Gregory Williams
- Fellowship Dates 2018-2018
- Research Topic Another View from the Edge: The Frontier of Aswan in the Early Islamic World
- Fellow or Grant Type Bureau of Educational and Cultural Affairs
- Affiliation Pre-doctoral candidate University of Bonn
The town of Aswan in the 9th century CE was a prosperous provincial capital on the major Hajj pilgrimage route to Mecca and Medina as well as the trade route connecting the Nile River to the Wadi al ‘Allaqi mines, Egypt’s main source of gold in the early medieval period. It sat at the border, separating Muslim Egypt from Christian Nubia, separating the Dar al Islam from the Dar al Harb.

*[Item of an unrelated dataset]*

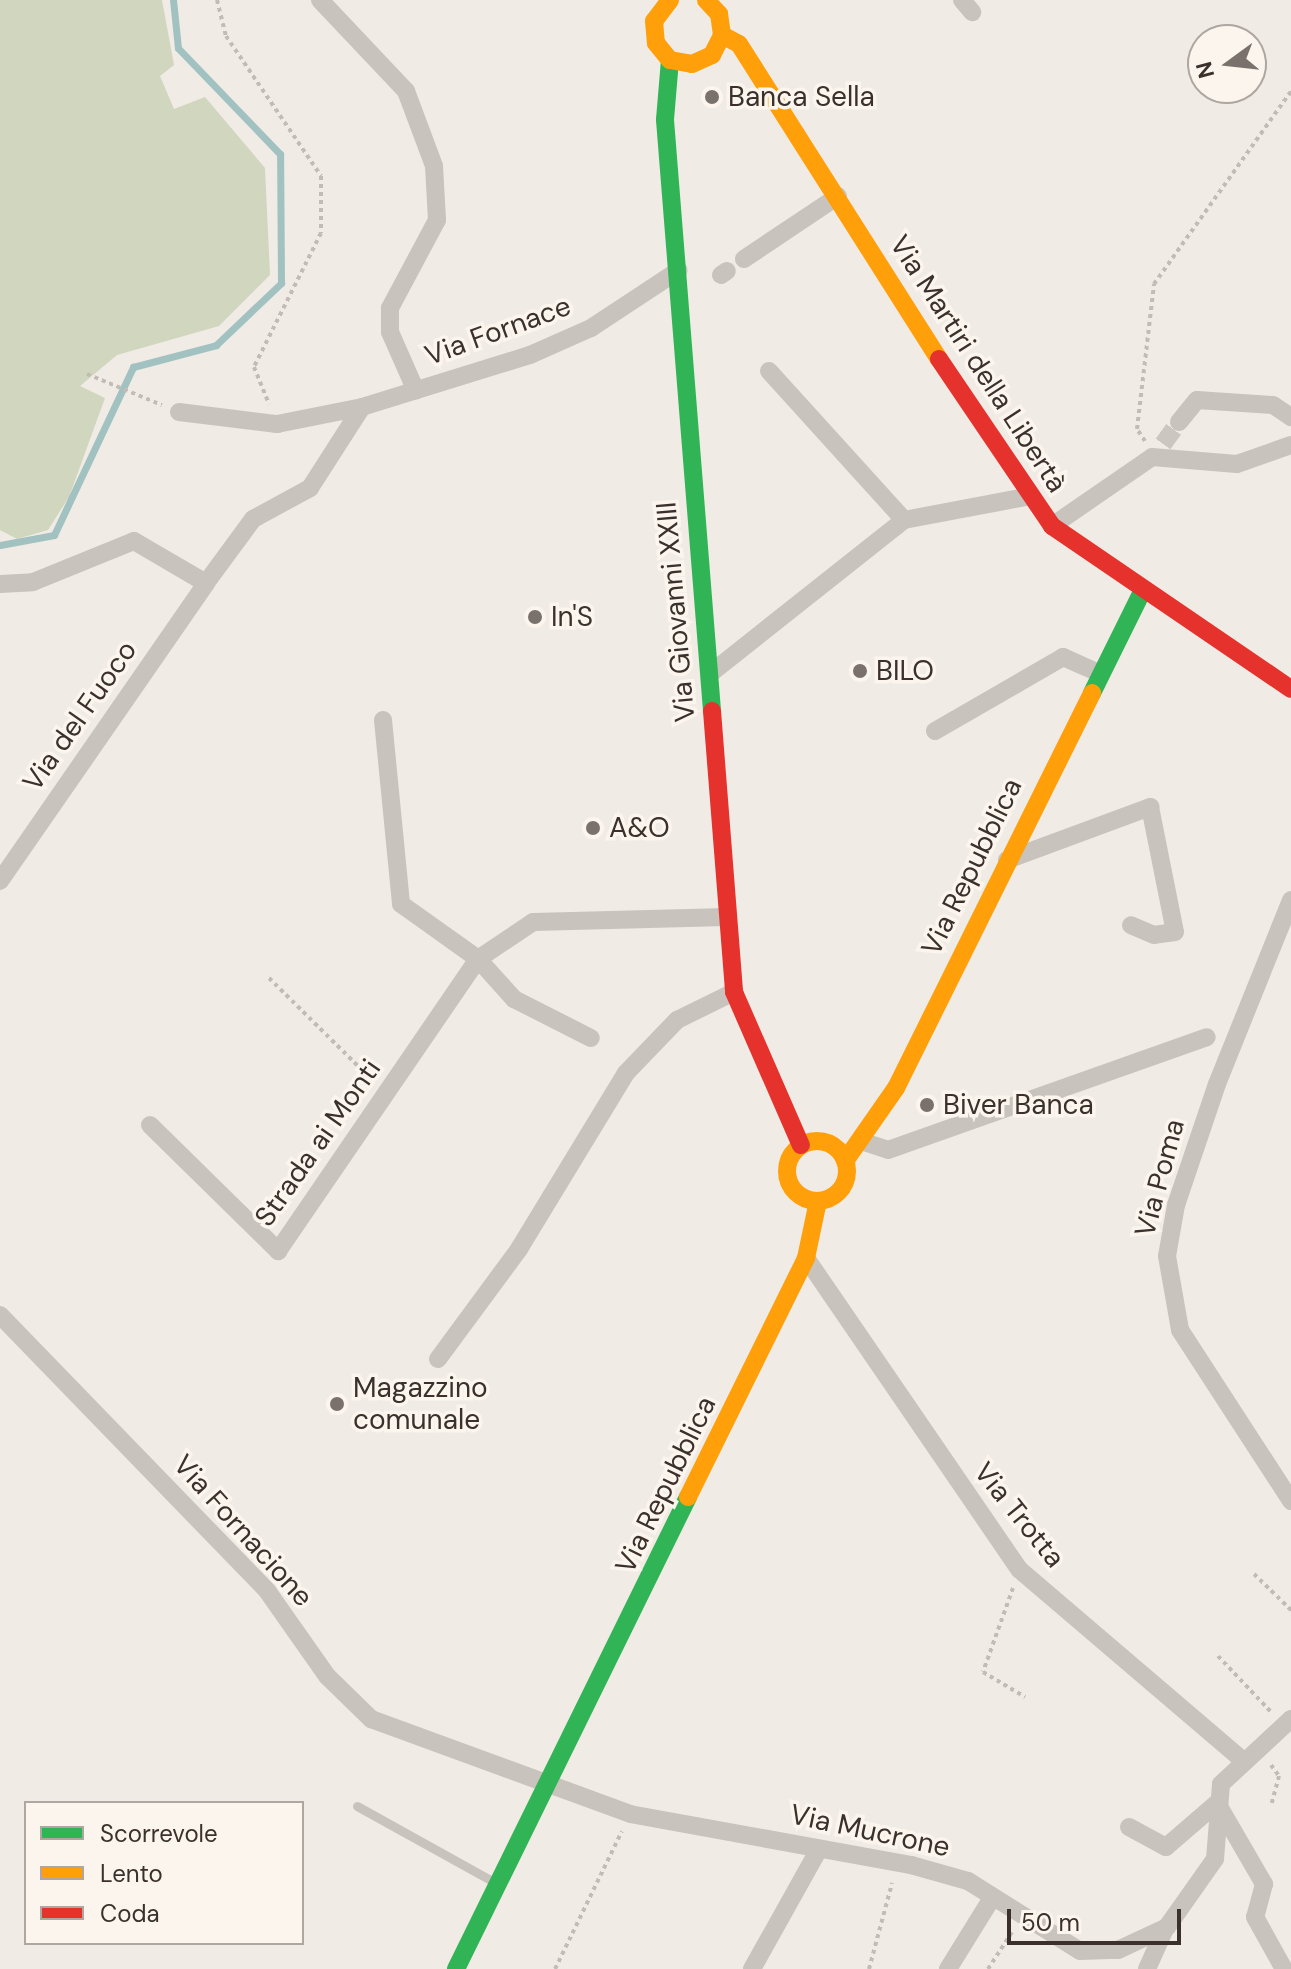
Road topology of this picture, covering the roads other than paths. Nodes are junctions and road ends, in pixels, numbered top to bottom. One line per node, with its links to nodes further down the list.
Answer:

Despite this, little attention has been paid to this important Egyptian city. The almost exclusive focus on Cairo has had an enormous effect on how we understand daily life in medieval Egypt. This project investigates the material culture and history of a forgotten frontier of the Islamic world, and by leaving the center and going to its edge, teaches us about a multi-religious and multi-ethnic medieval Egypt. The project examines ceramic finds from salvage excavations carried out in Aswan. It provides an opportunity to ‘read,’ illustrate and photograph diagnostic material. Islamic history and Islamic archaeology are fields that can communicate with each other if source material from both disciplines is used to make comparisons. This project provides a unique opportunity to do this by producing a working catalogue of ceramic ware groups fully referenced with comparanda. This type of study about the later periods in Egypt provides a great deal of information on cooking practices, access to raw materials, and trade and exchange with neighboring localities or faraway regions. It is both an archaeological study of Aswan based on pottery and a trans-disciplinary project that incorporates textual source material and the work of scholars from architectural studies, papyrology, geology, geography and maritime studies.